Exercise directions: Provide again, from the entries below, every line from the one containing "ctx.new_sub_path()" through the one containing "ctx.push_group_with_content(cairo.Content.ALPHA)", exactly as written, and no other line.

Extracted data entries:
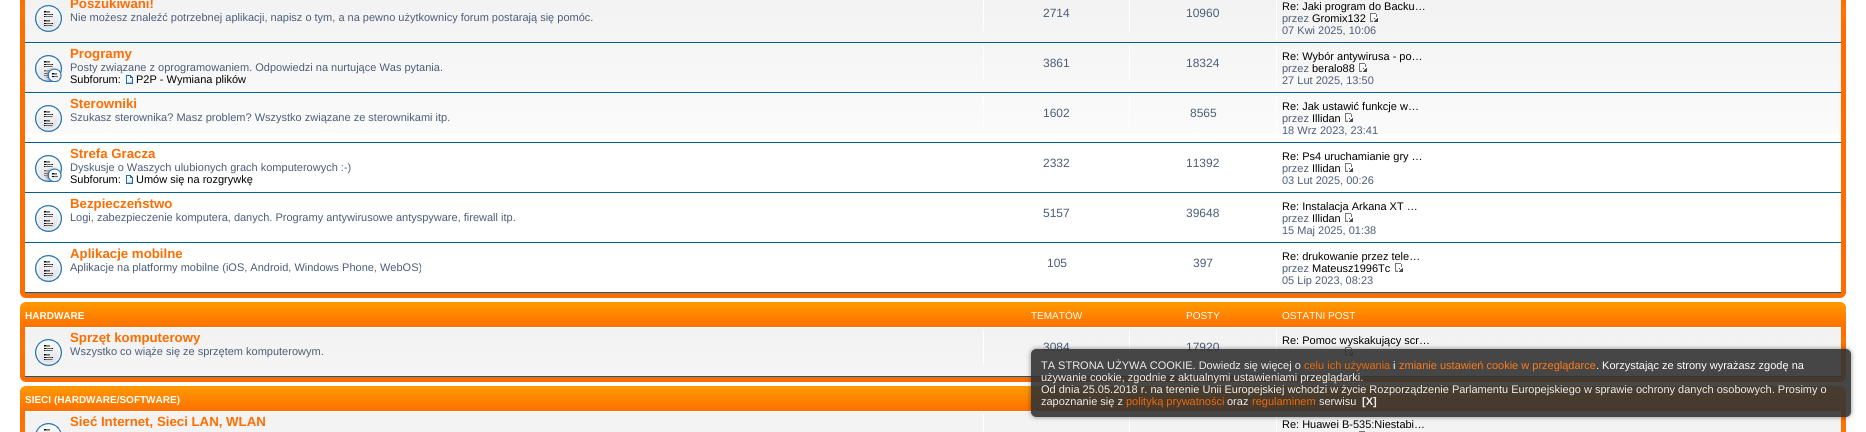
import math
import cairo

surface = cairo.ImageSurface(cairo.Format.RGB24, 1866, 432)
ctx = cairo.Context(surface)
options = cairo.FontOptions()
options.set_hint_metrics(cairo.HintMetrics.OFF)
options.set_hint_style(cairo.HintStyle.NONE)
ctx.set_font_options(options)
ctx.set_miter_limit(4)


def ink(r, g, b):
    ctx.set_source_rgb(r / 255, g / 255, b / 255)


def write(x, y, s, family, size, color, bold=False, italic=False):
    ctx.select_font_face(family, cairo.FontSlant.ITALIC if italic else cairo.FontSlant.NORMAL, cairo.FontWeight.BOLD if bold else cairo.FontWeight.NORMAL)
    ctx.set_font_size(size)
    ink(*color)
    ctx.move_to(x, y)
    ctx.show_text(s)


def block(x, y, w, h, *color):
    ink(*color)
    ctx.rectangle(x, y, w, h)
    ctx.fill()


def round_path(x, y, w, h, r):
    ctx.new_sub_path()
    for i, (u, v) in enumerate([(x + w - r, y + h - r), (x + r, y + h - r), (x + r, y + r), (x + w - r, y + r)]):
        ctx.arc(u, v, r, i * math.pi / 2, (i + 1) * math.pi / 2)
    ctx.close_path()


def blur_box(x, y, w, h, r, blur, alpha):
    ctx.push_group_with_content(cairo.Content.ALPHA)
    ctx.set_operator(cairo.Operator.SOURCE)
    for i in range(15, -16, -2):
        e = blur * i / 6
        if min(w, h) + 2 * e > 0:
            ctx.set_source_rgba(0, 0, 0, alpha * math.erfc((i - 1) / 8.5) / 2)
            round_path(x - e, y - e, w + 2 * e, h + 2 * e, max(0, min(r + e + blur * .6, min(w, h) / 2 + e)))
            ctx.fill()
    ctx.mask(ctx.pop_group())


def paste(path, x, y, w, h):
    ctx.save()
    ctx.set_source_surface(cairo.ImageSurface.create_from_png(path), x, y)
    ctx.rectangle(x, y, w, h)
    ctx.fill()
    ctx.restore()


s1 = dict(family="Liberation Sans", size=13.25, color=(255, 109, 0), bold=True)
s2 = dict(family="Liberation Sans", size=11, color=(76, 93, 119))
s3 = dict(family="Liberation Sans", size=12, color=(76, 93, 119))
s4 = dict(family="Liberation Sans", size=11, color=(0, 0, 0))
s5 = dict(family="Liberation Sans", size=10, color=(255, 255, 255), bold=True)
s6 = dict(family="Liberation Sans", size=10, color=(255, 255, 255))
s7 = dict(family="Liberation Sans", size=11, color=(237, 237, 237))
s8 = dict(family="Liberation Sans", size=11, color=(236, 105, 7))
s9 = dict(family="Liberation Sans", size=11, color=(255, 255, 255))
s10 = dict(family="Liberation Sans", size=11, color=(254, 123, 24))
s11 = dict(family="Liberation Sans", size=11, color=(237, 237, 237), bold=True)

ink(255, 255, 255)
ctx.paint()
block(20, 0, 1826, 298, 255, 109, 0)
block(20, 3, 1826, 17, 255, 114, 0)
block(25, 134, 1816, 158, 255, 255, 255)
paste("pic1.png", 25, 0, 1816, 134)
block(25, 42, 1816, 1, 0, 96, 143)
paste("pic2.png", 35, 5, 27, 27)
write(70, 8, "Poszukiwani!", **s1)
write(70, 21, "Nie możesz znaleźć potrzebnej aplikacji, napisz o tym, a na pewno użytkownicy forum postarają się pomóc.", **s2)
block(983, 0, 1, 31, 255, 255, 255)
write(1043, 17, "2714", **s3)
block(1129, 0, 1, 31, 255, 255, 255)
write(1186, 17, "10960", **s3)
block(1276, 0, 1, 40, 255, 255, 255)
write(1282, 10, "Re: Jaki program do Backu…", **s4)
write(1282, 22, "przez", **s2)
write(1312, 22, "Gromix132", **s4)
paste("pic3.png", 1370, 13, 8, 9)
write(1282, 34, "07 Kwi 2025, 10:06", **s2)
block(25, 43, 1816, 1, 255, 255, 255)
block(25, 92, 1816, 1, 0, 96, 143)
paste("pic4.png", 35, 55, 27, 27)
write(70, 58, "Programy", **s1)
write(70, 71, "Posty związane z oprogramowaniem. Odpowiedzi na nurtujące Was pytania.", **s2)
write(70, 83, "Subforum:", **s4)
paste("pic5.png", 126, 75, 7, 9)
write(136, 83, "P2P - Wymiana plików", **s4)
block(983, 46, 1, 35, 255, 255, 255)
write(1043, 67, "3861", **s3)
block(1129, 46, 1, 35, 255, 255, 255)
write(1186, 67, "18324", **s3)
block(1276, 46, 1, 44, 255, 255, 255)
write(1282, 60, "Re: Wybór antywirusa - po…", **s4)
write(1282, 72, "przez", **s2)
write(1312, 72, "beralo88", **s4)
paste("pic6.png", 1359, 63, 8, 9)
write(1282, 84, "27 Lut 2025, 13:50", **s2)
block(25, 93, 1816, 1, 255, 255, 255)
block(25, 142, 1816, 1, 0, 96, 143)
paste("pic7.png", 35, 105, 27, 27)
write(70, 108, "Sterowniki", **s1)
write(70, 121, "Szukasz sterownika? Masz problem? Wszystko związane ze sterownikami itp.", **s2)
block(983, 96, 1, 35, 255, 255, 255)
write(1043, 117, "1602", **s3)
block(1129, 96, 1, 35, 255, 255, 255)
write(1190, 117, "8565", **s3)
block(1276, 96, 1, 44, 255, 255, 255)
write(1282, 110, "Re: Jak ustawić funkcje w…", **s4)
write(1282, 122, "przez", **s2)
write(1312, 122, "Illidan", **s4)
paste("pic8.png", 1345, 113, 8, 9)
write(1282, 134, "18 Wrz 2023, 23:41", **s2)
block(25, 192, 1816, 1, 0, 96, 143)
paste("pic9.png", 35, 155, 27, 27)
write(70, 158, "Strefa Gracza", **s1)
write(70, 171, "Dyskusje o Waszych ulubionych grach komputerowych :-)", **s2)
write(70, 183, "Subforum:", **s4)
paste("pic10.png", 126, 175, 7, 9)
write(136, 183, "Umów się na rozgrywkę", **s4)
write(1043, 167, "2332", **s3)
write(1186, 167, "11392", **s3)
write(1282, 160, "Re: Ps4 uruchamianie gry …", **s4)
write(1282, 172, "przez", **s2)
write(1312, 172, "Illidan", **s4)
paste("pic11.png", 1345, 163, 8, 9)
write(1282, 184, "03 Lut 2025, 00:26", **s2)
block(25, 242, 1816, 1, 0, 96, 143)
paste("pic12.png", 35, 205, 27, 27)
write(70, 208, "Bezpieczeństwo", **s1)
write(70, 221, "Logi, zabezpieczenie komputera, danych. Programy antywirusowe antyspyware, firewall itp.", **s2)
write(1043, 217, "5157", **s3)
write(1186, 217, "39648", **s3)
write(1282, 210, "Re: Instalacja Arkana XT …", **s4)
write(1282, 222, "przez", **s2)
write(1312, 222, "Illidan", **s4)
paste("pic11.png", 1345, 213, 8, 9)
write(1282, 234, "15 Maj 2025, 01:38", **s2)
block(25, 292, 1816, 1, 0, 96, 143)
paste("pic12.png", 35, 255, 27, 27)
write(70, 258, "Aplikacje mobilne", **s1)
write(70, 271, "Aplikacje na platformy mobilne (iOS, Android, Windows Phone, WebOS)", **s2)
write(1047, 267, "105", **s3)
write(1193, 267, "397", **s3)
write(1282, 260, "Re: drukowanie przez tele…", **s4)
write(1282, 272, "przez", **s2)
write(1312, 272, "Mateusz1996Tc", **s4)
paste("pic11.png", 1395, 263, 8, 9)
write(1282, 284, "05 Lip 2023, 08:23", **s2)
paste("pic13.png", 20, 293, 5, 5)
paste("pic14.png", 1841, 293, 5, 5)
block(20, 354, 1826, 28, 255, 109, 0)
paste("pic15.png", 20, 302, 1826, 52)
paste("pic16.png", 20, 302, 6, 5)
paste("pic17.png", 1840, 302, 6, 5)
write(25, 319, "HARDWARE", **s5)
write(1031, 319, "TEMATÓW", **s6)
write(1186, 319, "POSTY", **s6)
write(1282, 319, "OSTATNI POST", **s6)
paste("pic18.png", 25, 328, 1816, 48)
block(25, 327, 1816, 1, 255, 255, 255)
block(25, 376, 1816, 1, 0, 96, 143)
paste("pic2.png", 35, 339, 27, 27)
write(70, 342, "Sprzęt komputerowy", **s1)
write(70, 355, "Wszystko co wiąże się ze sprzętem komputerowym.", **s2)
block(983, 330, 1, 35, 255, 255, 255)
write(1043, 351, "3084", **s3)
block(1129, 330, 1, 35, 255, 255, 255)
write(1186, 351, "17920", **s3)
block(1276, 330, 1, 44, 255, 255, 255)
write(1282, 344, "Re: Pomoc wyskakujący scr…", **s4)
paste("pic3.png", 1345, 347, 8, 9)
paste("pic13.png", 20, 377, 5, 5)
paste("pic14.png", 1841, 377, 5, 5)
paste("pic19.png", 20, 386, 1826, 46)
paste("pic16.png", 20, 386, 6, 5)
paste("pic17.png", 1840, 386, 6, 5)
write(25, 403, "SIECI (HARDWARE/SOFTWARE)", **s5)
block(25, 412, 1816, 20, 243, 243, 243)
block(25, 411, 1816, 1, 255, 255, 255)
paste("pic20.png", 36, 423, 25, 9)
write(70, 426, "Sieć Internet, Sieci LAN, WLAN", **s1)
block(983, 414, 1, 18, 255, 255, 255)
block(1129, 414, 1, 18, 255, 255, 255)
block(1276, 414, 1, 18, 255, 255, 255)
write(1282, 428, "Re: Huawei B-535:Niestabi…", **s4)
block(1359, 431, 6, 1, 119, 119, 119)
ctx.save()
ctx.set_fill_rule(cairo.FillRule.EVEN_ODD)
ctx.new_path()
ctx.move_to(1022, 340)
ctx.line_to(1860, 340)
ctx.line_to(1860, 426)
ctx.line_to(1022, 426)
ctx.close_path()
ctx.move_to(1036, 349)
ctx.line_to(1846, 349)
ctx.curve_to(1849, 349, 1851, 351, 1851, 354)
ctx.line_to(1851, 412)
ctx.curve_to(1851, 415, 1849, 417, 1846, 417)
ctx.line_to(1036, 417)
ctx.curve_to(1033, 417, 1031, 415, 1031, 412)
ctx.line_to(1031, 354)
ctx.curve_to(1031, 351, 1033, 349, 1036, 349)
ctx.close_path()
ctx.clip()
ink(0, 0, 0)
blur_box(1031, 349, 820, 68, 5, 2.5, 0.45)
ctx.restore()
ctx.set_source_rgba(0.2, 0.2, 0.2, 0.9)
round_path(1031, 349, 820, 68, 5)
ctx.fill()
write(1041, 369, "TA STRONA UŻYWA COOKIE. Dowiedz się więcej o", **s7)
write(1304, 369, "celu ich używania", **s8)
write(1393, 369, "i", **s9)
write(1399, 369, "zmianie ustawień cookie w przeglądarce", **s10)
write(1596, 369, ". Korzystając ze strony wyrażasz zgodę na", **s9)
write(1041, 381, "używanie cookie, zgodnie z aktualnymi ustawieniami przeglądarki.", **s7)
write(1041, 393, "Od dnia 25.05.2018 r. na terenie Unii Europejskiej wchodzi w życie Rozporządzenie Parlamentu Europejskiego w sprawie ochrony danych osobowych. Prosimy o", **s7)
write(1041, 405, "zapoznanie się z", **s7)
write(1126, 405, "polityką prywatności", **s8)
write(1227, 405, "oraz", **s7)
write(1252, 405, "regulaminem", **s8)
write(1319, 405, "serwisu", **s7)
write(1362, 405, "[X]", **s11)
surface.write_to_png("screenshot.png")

---

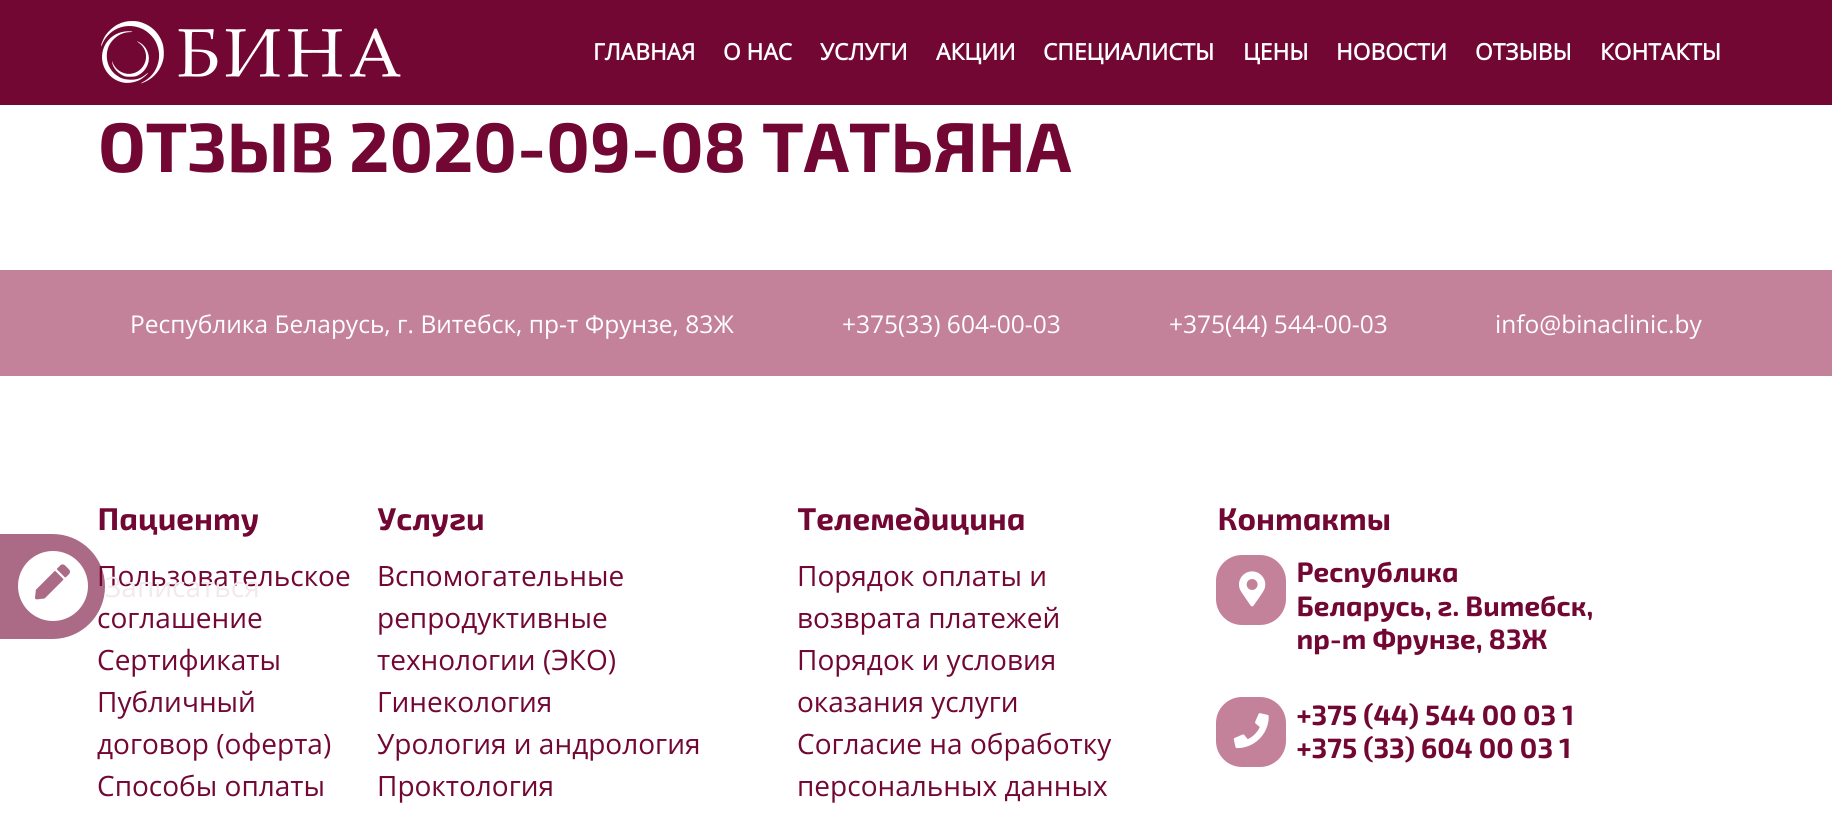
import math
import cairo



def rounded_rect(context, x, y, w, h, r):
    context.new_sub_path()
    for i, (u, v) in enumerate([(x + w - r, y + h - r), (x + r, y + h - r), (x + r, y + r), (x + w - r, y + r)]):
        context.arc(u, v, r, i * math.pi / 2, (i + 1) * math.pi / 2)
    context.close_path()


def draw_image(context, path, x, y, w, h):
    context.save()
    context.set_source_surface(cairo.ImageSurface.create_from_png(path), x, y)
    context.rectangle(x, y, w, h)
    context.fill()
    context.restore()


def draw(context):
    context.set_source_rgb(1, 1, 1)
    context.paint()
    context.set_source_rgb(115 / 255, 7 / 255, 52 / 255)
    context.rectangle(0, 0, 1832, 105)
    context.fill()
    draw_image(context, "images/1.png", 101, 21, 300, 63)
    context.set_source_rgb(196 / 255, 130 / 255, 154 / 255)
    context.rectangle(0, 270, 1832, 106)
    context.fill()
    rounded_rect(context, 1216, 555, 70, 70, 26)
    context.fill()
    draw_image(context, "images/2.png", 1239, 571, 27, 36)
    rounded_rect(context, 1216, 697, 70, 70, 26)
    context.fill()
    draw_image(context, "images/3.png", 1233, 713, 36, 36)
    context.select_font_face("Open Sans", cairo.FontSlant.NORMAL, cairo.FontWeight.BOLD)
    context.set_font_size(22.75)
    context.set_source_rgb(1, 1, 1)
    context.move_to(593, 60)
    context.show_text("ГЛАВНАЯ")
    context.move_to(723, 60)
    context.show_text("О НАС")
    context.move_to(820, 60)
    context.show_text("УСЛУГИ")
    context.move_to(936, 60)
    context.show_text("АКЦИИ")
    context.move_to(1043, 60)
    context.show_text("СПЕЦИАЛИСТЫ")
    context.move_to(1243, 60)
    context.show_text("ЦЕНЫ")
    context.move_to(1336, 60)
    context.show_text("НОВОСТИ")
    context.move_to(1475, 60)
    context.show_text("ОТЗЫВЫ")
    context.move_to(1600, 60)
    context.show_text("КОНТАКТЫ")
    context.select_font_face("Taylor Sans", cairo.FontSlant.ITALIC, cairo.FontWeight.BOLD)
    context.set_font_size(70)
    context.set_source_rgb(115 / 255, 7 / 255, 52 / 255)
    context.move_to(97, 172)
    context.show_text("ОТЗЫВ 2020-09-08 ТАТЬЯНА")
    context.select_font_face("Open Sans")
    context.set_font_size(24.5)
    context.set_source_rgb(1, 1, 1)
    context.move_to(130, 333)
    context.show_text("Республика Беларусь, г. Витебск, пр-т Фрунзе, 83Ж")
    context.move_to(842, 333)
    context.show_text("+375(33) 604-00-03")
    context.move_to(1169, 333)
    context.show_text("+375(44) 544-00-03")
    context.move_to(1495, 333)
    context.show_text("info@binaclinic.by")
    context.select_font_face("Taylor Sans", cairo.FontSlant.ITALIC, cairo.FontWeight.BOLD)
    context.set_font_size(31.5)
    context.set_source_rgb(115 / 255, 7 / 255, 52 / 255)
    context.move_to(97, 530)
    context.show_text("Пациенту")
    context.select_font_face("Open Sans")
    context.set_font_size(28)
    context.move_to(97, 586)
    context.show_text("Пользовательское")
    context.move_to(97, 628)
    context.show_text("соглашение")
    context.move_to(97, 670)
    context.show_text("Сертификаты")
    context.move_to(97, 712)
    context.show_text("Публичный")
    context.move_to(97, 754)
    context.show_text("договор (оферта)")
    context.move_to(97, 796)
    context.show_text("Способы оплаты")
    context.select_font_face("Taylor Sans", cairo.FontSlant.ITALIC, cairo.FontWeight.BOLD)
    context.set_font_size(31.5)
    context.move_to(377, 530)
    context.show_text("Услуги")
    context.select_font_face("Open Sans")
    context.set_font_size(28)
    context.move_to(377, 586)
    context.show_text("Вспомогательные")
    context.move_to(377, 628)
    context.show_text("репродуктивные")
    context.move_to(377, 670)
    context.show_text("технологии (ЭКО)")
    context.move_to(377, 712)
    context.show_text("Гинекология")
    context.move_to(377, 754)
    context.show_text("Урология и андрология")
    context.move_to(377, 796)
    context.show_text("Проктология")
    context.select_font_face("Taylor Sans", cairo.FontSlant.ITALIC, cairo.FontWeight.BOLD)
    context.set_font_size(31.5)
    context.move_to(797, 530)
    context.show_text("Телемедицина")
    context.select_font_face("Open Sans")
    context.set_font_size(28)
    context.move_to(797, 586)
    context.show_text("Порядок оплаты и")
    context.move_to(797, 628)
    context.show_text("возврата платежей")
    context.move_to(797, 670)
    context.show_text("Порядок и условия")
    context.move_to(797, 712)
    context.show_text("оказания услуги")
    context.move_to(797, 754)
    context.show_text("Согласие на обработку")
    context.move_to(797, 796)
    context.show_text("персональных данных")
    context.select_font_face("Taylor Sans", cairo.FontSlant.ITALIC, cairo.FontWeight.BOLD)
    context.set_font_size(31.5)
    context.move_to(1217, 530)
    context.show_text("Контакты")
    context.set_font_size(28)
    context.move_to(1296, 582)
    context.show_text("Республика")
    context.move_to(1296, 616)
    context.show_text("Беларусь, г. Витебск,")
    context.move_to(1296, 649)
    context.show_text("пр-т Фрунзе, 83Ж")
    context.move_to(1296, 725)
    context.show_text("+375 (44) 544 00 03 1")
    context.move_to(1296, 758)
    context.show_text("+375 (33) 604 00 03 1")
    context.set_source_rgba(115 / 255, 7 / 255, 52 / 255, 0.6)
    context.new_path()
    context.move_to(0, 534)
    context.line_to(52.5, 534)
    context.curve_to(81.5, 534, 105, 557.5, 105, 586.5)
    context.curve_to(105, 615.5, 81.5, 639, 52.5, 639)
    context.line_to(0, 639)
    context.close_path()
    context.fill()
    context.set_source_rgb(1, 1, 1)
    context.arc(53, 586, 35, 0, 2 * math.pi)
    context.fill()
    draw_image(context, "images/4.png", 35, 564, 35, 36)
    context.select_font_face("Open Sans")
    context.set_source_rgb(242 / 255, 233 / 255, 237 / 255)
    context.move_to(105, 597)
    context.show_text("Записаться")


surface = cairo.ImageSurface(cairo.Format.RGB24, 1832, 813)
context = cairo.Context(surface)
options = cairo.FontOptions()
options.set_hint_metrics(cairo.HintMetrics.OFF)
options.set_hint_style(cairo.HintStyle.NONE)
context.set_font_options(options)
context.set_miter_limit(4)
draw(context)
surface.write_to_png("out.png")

Response to the exercise:
    ctx.new_sub_path()
    for i, (u, v) in enumerate([(x + w - r, y + h - r), (x + r, y + h - r), (x + r, y + r), (x + w - r, y + r)]):
        ctx.arc(u, v, r, i * math.pi / 2, (i + 1) * math.pi / 2)
    ctx.close_path()


def blur_box(x, y, w, h, r, blur, alpha):
    ctx.push_group_with_content(cairo.Content.ALPHA)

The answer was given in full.